Any other video processing functions or application control after that would be carried out by the built-in computer featuring a 600MHz Mali-T7 GPU, a quad-core Cortex A17 CPU running at up to 1.8GHz, and 2GB of DDR3 RAM completed by an integrated SD Card reader for storage memory.

Typically in robotics, video processing (such as face recognition, eye tracking) would be performed on the RGB frames, separately from the depth sensing rendered in grey scale for navigation or gesture interfacing.

The startup’s product line-up includes the Persee (the 3D-camera featuring a computer on-board) which can double as the main processing unit of any application relying on 3D vision, and two other offerings, the Astra and Astra Pro, which are two flavours of standalone 3D cameras, the former delivering a VGA colour output while the latter boasts a 720p HD colour camera and can stream its data via USB 2.0.

In fact, the Astra was launched some months ago with the funding of private angel investors, but the Indiegogo campaign for the Persee and Astra Pro is more wide ranging, appealing to both business partners and consumers alike.

At the core of all three devices lay the company’s chip, something Orbbec is not keen sharing too much about. For EEtimes Europe, Joshua Blake, Orbbec’s co-founder and VP of Engineering puts things in perspective.

"If one wants to process 1280×1024 (SXGA) structured light infrared image into depth, it takes several hours per frame to do this on a high-end desktop-class CPU and C++ implementation.

On a high-end desktop-class CPU and a highly-optimized OpenMP & SSE3 implementation, it takes 3 to 5 seconds per frame.

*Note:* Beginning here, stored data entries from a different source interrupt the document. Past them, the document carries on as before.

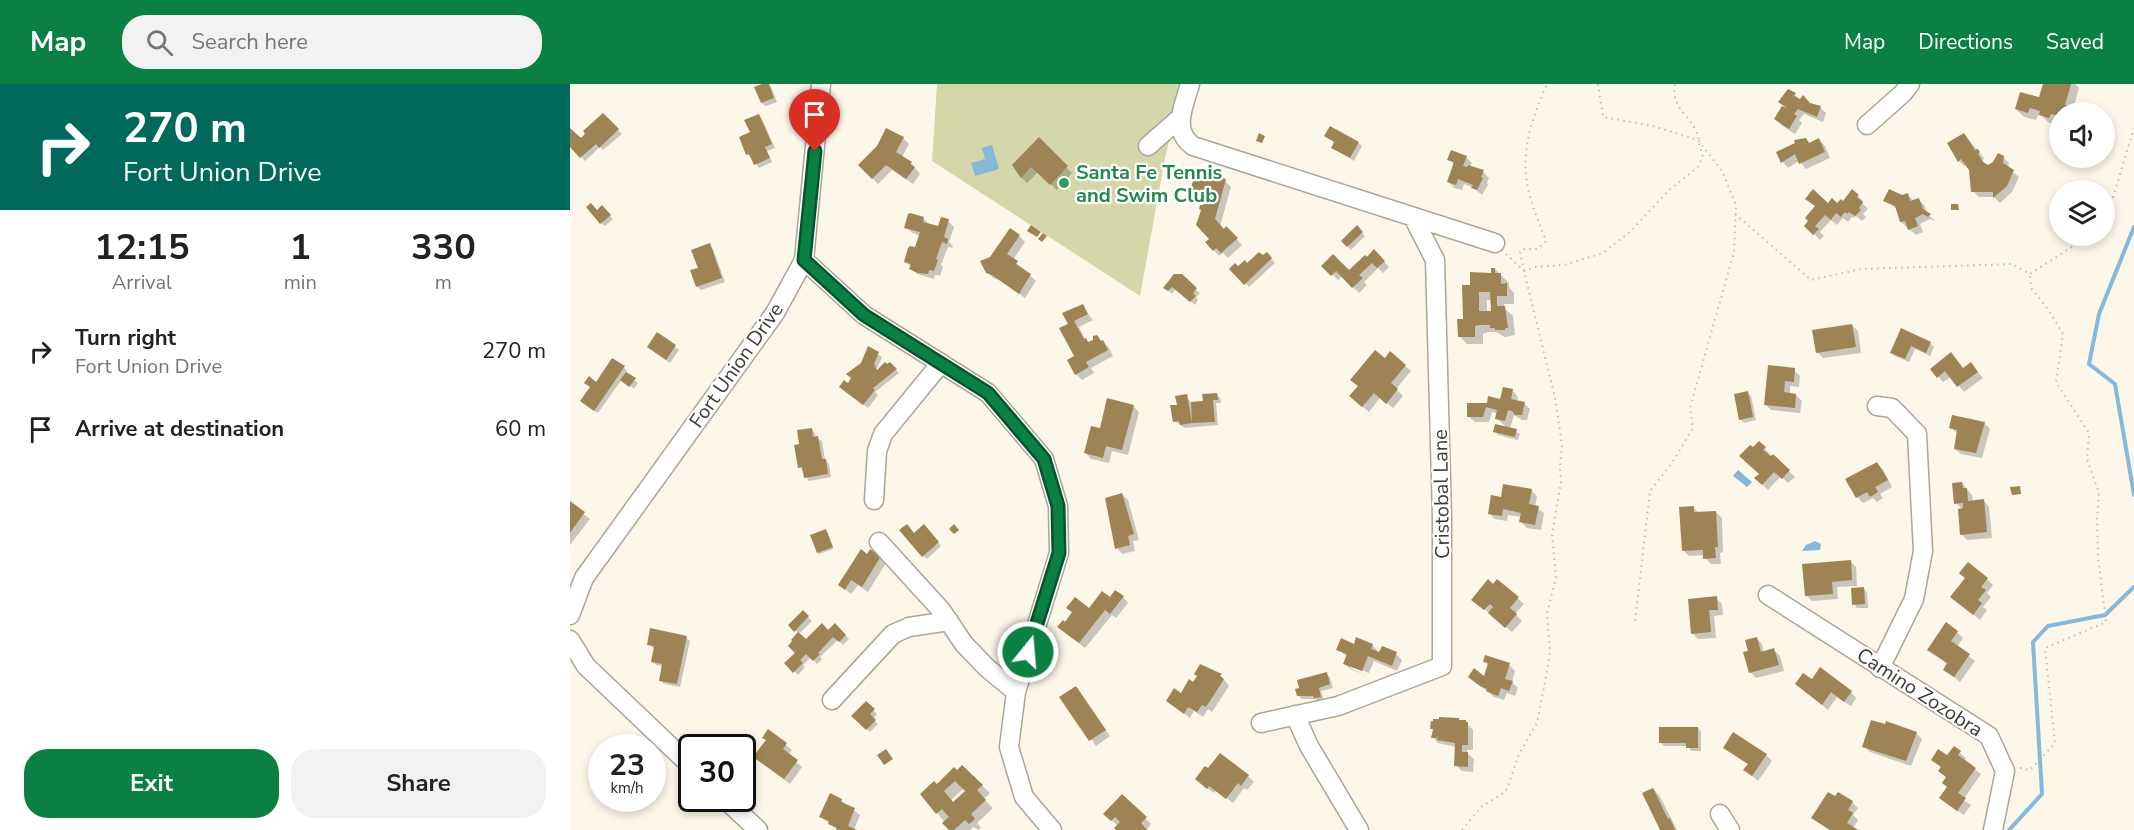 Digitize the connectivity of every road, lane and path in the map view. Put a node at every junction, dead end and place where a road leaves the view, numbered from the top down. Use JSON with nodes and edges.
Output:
{"nodes":[{"id":1,"x":821,"y":84,"type":"edge"},
{"id":2,"x":1190,"y":84,"type":"edge"},
{"id":3,"x":1547,"y":84,"type":"edge"},
{"id":4,"x":1598,"y":84,"type":"edge"},
{"id":5,"x":1676,"y":84,"type":"edge"},
{"id":6,"x":1910,"y":84,"type":"edge"},
{"id":7,"x":1180,"y":118,"type":"junction"},
{"id":8,"x":1867,"y":125,"type":"dead end"},
{"id":9,"x":2134,"y":128,"type":"edge"},
{"id":10,"x":1698,"y":140,"type":"junction"},
{"id":11,"x":1148,"y":146,"type":"dead end"},
{"id":12,"x":2115,"y":191,"type":"edge"},
{"id":13,"x":1735,"y":214,"type":"junction"},
{"id":14,"x":1413,"y":217,"type":"junction"},
{"id":15,"x":1495,"y":243,"type":"joint"},
{"id":16,"x":2073,"y":246,"type":"edge"},
{"id":17,"x":804,"y":260,"type":"junction"},
{"id":18,"x":1524,"y":271,"type":"junction"},
{"id":19,"x":2030,"y":274,"type":"junction"},
{"id":20,"x":941,"y":363,"type":"junction"},
{"id":21,"x":1877,"y":406,"type":"dead end"},
{"id":22,"x":874,"y":500,"type":"dead end"},
{"id":23,"x":879,"y":542,"type":"dead end"},
{"id":24,"x":1768,"y":595,"type":"dead end"},
{"id":25,"x":570,"y":615,"type":"edge"},
{"id":26,"x":949,"y":621,"type":"junction"},
{"id":27,"x":1635,"y":622,"type":"dead end"},
{"id":28,"x":570,"y":640,"type":"edge"},
{"id":29,"x":1880,"y":668,"type":"junction"},
{"id":30,"x":1016,"y":692,"type":"junction"},
{"id":31,"x":832,"y":700,"type":"dead end"},
{"id":32,"x":1295,"y":715,"type":"junction"},
{"id":33,"x":1261,"y":723,"type":"dead end"},
{"id":34,"x":678,"y":754,"type":"edge"},
{"id":35,"x":2002,"y":765,"type":"junction"},
{"id":36,"x":739,"y":812,"type":"edge"},
{"id":37,"x":758,"y":830,"type":"edge"},
{"id":38,"x":1052,"y":830,"type":"edge"},
{"id":39,"x":1359,"y":830,"type":"edge"},
{"id":40,"x":1462,"y":830,"type":"edge"},
{"id":41,"x":1993,"y":830,"type":"edge"}],
"edges":[{"from":1,"to":17,"type":"street","name":"Fort Union Drive"},
{"from":2,"to":7,"type":"street"},
{"from":3,"to":18,"type":"path"},
{"from":4,"to":10,"type":"path"},
{"from":5,"to":10,"type":"path"},
{"from":6,"to":8,"type":"street"},
{"from":7,"to":11,"type":"street"},
{"from":7,"to":14,"type":"street"},
{"from":9,"to":12,"type":"path"},
{"from":10,"to":13,"type":"path"},
{"from":10,"to":18,"type":"path"},
{"from":13,"to":19,"type":"path"},
{"from":13,"to":27,"type":"path"},
{"from":14,"to":15,"type":"street"},
{"from":14,"to":32,"type":"street","name":"Cristobal Lane"},
{"from":15,"to":18,"type":"path"},
{"from":16,"to":19,"type":"path"},
{"from":17,"to":20,"type":"street"},
{"from":17,"to":25,"type":"street","name":"Fort Union Drive"},
{"from":18,"to":40,"type":"path"},
{"from":19,"to":35,"type":"path"},
{"from":20,"to":22,"type":"street"},
{"from":20,"to":30,"type":"street"},
{"from":21,"to":29,"type":"street"},
{"from":23,"to":26,"type":"street"},
{"from":24,"to":29,"type":"street","name":"Camino Zozobra"},
{"from":26,"to":30,"type":"street"},
{"from":26,"to":31,"type":"street"},
{"from":28,"to":34,"type":"street"},
{"from":29,"to":35,"type":"street","name":"Camino Zozobra"},
{"from":30,"to":38,"type":"street"},
{"from":32,"to":33,"type":"street","name":"Cristobal Lane"},
{"from":32,"to":39,"type":"street"},
{"from":35,"to":41,"type":"street","name":"Camino Zozobra"},
{"from":36,"to":37,"type":"street"}]}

With the 3D ASIC chip the Orbbec team developed, it takes only a few nanoseconds per frame.

In the complete Astra 3D camera, we easily calculate SXGA depth at 30 frames per second (based upon the IR CMOS capability), then downscale the depth image to VGA for transmission across the USB 2.0 connection".

Joshua Blake, Orbbec’s co-founder and VP of Engineering, holding the Astra Pro.

 


This down conversion from SXGA to VGA has another purpose, explained Blake, it allows the chip to detect and filter out low quality pixels, so the resulting VGA frames are like a condensate of the best pixels, which make the 3D camera operational even in the most challenging lighting conditions.

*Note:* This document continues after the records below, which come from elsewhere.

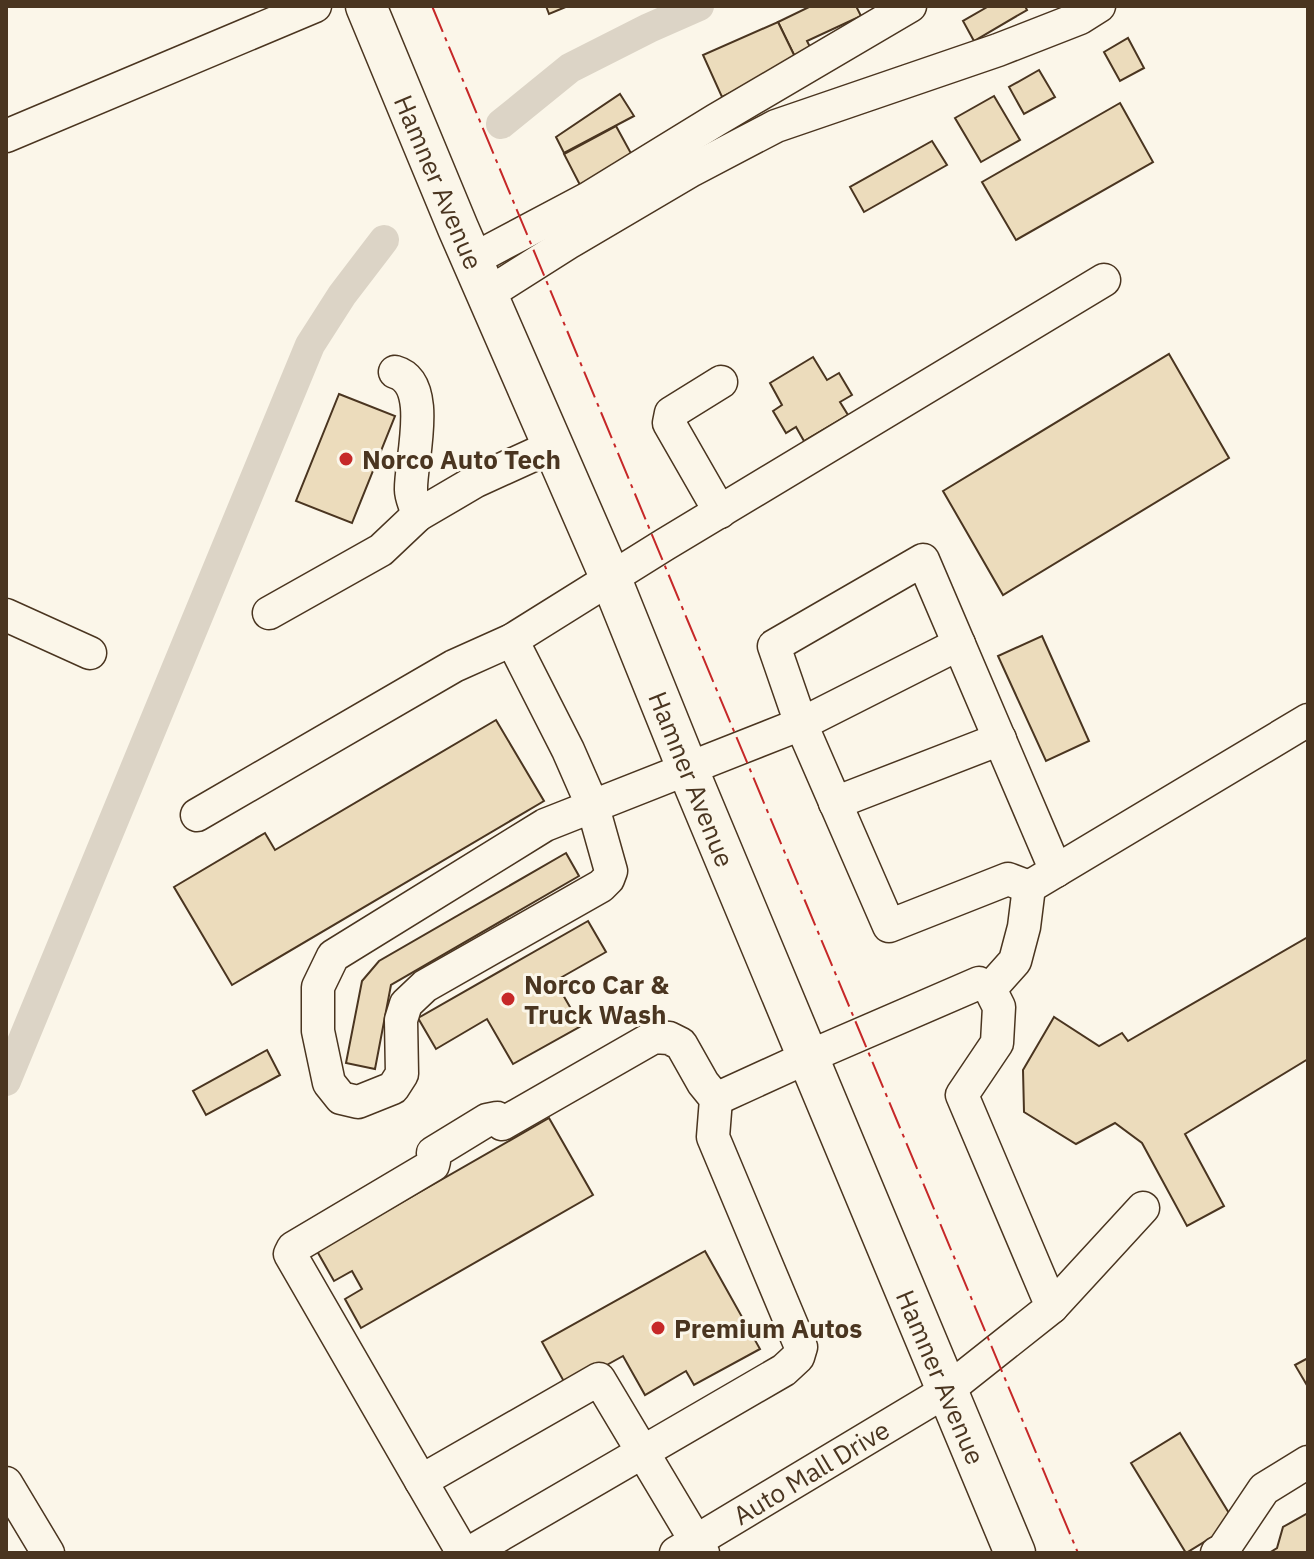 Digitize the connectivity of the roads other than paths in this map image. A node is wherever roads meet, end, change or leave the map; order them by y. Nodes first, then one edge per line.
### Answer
1 (315, 6) edge
2 (366, 6) edge
3 (910, 6) edge
4 (1099, 6) edge
5 (6, 136) edge
6 (472, 261) junction
7 (1104, 280) dead end
8 (395, 372) dead end
9 (721, 382) dead end
10 (553, 446) junction
11 (720, 512) junction
12 (418, 515) junction
13 (611, 579) junction
14 (269, 613) dead end
15 (6, 615) edge
16 (512, 640) junction
17 (959, 644) junction
18 (90, 653) dead end
19 (1308, 720) edge
20 (801, 724) junction
21 (1000, 739) junction
22 (688, 770) junction
23 (835, 803) junction
24 (593, 807) junction
25 (197, 815) dead end
26 (1043, 879) junction
27 (990, 989) junction
28 (808, 1057) junction
29 (716, 1099) junction
30 (1143, 1208) dead end
31 (1052, 1307) junction
32 (946, 1391) junction
33 (642, 1452) junction
34 (1308, 1462) edge
35 (421, 1481) junction
36 (6, 1483) edge
37 (691, 1549) edge
38 (48, 1553) edge
39 (466, 1553) edge
40 (1015, 1553) edge
41 (1217, 1553) edge

1 - 5 street
2 - 6 main road, Hamner Avenue
3 - 6 street
4 - 6 street
6 - 10 main road, Hamner Avenue
7 - 11 street
8 - 12 street
9 - 11 street
10 - 12 street
10 - 13 main road, Hamner Avenue
11 - 13 street
12 - 14 street
13 - 16 street
13 - 22 main road, Hamner Avenue
15 - 18 street
16 - 24 street
16 - 25 street
17 - 20 street
17 - 20 street
17 - 21 street
19 - 26 street
20 - 22 street
20 - 23 street
21 - 23 street
21 - 26 street
22 - 24 street
22 - 28 main road, Hamner Avenue
23 - 26 street
24 - 24 street
26 - 27 street
27 - 28 street
27 - 31 street
28 - 29 street
28 - 32 main road, Hamner Avenue
29 - 33 street
29 - 35 street
30 - 31 street, Auto Mall Drive
31 - 32 street, Auto Mall Drive
32 - 37 street, Auto Mall Drive
32 - 40 main road, Hamner Avenue
33 - 35 street
33 - 37 street
33 - 39 street
34 - 41 street
35 - 39 street
36 - 38 street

For depth sensing, Orbbec chose structured light IR projection over Time-of-Flight sensors because the technology can scale up more easily.

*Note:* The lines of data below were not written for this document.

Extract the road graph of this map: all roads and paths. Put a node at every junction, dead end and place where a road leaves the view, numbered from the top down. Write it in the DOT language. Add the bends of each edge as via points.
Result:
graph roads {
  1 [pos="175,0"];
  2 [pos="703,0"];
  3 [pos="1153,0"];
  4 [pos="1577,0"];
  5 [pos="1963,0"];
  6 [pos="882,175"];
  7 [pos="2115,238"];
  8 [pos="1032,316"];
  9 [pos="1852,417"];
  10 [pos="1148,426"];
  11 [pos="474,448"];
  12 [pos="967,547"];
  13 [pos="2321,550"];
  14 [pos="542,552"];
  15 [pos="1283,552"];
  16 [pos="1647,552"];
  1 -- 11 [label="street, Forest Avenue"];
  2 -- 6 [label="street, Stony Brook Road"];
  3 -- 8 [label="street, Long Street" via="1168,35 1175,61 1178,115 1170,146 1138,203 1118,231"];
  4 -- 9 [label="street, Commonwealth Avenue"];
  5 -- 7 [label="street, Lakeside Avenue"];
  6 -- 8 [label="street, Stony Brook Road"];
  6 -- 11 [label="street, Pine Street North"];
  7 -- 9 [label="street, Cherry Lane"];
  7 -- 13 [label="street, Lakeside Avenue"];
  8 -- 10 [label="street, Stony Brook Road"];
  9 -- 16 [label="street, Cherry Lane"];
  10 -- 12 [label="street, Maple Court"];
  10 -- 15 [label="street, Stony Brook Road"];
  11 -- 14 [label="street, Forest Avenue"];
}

"On our chip, we could run the depth conversion algorithms at 300fps, this leaves us a lot of room to extend our product range in the future, as sensors get faster and of higher resolution", Blake said, adding "In general, we’re not limited by our technology, we could increase both resolution and frame rate, but the only limiting factor is streaming the data outside the camera unit".

Over a skype video conference, Blake demonstrated the Astra 3D camera and how responsive the 3D depth sensing was, feeling pretty much instantaneous. He also briefly switched from a grey-scale depth map to a fused 3D colour image, an application he is still working on. Real-time skeleton tracking is also on the agenda.

With its 184x35x46mm casing, the whole 3D camera-computer unit is about half the size of the Kinect 2 which would only provide the sensors and no on-board processing power, yet, the company plans to offer a modular unit for business partners who would want to integrate it as a 3D vision platform within industrial applications.

Having already reached over 250% its initial USD 40,000 funding goal and with a campaign running until October 31st, the company has just open sourced the complete Orbbec Astra software development kit (SDK) to GitHub.

Available at https://orbbec3d.com/develop/, the beta SDK supports Windows and OS X as well as the creative coding framework Processing. Support for Linux and Android, as well as openFrameworks, Unity 3D, and Cinder, will be available in future versions.